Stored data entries
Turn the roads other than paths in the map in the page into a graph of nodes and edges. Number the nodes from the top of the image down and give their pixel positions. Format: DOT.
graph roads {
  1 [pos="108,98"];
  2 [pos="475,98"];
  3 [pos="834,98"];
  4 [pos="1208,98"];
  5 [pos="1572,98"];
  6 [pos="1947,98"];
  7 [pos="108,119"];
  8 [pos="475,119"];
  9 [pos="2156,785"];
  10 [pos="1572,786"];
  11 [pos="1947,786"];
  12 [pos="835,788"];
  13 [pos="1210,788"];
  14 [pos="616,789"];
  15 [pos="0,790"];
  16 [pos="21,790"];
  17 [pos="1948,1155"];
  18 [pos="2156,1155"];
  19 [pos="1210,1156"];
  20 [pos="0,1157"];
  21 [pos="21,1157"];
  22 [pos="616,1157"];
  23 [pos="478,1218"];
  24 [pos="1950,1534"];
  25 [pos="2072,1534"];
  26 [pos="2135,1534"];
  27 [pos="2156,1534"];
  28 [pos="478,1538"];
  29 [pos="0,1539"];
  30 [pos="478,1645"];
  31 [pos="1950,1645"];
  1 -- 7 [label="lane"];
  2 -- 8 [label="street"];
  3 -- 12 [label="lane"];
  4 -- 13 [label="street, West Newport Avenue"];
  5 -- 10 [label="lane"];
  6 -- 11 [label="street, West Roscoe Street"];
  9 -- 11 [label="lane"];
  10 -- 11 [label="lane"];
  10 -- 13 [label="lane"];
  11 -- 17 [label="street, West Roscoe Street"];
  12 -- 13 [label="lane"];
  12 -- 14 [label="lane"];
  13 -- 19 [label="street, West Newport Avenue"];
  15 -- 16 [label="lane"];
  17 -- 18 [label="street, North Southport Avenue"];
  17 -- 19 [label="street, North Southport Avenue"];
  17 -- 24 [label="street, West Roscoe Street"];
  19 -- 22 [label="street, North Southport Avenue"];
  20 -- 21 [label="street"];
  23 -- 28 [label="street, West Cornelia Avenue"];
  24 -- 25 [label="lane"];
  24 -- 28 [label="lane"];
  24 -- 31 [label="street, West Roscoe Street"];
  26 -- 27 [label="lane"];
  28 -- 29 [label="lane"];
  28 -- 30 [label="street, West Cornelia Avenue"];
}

TASK PROMPT — Working from the entries above, return all lines that contain "Southport".

RESULT FOR THIS TASK —
  17 -- 18 [label="street, North Southport Avenue"];
  17 -- 19 [label="street, North Southport Avenue"];
  19 -- 22 [label="street, North Southport Avenue"];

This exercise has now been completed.